Am vergangenen Sonntag wurde im ökumenischen Gottesdienst in der Kath. Kirche, wie auch bei der Totenehrung am Mahnmal auf dem Wirtsberg
der Toten von Krieg und Gewaltherrschaft gedacht. Die kirchliche Gedenkfeier stand unter dem Thema
„Erinnerung-Trauer-Wachsamkeit“.
Das ökumenische Liturgieteam beider Kirchengemeinden hatte unter Leitung von Diakonin Doris Beck und Pfr. Tino Hilsenbeck sehr schöne,
anschauliche und besinnliche Elemente der Wortgottesfeier vorbereitet.
Unter der musikalischen Begleitung durch den Musikverein und dem Liederkranz gedachte die Bürgerschaft im Anschluss an den Gottesdienst
am Ehrenmal auf dem Wirtsberg der Opfer von Gewalt und Krieg. Bürgermeister Thomas Kuhn erinnerte in seiner Ansprache an die Schrecken
der Weltkriege und dem Sterben so vieler Unschuldiger. „Es ist gut, gegen Krieg zu sein; doch es ist besser aktiv für den Frieden
zu handeln“, so der Bürgermeister. Am Volkstrauertag solle auch denen gedankt werden, die sich aktiv für den Frieden einsetzen.

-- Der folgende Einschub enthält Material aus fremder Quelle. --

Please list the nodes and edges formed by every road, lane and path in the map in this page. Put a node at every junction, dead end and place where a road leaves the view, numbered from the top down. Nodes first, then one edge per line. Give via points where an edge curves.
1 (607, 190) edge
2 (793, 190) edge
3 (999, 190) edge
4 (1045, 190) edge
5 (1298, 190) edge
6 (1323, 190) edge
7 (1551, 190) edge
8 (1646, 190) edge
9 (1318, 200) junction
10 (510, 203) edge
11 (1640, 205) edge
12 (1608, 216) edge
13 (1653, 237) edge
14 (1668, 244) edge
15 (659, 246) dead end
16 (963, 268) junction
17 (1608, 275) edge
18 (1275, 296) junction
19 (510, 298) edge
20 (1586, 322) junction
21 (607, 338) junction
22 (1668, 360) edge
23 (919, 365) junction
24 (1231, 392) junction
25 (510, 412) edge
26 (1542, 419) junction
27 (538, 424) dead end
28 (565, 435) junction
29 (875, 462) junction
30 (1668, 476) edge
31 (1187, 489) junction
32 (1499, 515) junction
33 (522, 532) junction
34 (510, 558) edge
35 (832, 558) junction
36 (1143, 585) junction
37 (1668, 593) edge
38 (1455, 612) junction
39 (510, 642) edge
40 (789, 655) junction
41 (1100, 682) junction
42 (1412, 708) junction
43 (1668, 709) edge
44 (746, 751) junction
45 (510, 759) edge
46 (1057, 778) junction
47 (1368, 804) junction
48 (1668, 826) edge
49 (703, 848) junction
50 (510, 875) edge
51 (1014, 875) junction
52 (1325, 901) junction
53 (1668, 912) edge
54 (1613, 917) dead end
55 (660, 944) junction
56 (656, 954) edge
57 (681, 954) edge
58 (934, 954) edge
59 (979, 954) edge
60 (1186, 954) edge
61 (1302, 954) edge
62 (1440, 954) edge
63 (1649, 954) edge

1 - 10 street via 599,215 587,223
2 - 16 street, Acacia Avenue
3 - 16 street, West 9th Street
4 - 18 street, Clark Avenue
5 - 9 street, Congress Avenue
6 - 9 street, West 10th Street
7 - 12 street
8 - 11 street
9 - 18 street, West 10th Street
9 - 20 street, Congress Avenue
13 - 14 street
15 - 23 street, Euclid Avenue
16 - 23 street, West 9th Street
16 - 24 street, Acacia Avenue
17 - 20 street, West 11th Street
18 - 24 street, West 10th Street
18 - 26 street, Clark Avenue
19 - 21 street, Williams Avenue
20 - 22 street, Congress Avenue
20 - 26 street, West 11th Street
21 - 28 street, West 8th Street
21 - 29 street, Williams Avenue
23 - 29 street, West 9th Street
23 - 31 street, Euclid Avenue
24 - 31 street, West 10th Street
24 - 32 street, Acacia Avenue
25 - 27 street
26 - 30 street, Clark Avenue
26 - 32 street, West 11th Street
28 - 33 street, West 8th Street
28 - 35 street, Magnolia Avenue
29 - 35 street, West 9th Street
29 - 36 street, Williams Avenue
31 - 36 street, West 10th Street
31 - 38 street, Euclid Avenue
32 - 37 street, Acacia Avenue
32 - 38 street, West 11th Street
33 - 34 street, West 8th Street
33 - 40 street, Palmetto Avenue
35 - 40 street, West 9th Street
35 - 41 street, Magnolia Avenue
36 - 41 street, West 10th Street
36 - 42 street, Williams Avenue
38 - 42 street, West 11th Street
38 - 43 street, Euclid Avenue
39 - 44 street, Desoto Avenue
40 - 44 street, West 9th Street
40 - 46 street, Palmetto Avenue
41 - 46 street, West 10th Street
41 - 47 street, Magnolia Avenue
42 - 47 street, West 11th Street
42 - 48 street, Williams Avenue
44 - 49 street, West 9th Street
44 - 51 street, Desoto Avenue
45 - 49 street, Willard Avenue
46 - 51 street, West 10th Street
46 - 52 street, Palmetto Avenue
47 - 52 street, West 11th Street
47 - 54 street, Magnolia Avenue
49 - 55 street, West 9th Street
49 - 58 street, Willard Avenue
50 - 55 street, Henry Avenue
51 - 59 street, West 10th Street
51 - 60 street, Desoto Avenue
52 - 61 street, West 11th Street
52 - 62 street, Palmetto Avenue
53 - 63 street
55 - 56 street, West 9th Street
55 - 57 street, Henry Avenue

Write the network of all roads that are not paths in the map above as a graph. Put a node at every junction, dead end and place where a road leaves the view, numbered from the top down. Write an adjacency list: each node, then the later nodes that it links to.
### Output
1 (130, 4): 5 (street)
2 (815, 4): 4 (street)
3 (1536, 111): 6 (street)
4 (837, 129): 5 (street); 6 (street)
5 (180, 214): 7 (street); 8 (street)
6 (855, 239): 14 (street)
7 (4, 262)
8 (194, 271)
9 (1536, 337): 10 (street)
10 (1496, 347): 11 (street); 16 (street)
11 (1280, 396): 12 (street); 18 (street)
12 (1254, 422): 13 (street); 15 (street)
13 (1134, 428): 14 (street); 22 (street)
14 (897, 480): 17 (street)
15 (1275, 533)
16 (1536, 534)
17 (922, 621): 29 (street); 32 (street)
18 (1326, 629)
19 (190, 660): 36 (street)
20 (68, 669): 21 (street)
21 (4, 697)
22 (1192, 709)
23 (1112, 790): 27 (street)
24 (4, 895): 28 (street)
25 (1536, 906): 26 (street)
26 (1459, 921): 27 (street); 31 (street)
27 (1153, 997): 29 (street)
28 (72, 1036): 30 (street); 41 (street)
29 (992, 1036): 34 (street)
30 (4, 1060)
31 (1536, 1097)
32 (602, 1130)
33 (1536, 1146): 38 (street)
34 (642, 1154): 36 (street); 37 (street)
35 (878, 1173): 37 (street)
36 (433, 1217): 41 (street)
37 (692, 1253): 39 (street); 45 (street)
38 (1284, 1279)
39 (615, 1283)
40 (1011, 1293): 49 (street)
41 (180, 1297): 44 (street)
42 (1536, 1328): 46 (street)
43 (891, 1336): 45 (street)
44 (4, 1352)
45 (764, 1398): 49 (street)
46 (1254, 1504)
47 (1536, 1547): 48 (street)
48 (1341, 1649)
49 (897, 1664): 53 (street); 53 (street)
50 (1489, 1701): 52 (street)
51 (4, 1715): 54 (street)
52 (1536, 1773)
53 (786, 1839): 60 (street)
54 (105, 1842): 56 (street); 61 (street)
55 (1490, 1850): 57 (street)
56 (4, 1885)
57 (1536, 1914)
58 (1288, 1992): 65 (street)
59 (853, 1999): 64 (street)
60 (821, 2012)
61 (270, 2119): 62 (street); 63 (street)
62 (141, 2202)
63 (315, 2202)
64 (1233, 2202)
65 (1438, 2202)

Der Friede beginne im Kleinen, in der Familie, unter Kollegen, beim Hobby, in der Dorfgemeinschaft. So sei der Volkstrauertag ein sehr
aktueller Gedenktag, den wir jedes Jahr aufs Neue benötigen, um den Weg der Versöhnung und des Friedens zu gehen.“
Stellvertretend für die Bürgerschaft legte er gemeinsam mit den Gemeinderäten als äußeres Zeichen dieser Friedenshoffnung einen Kranz
am Ehrenmal nieder.
Beim anschließenden Musikstück des Musikvereins „Ich hatt’ einen Kameraden“ senkte die Abordnung der Vereine die
Fahne über den Erinnerungstafeln.
Der Bürgermeister dankte anschließend allen, die sich zum Gedenken am Ehrenmal auf dem Wirtsberg versammelt hatten.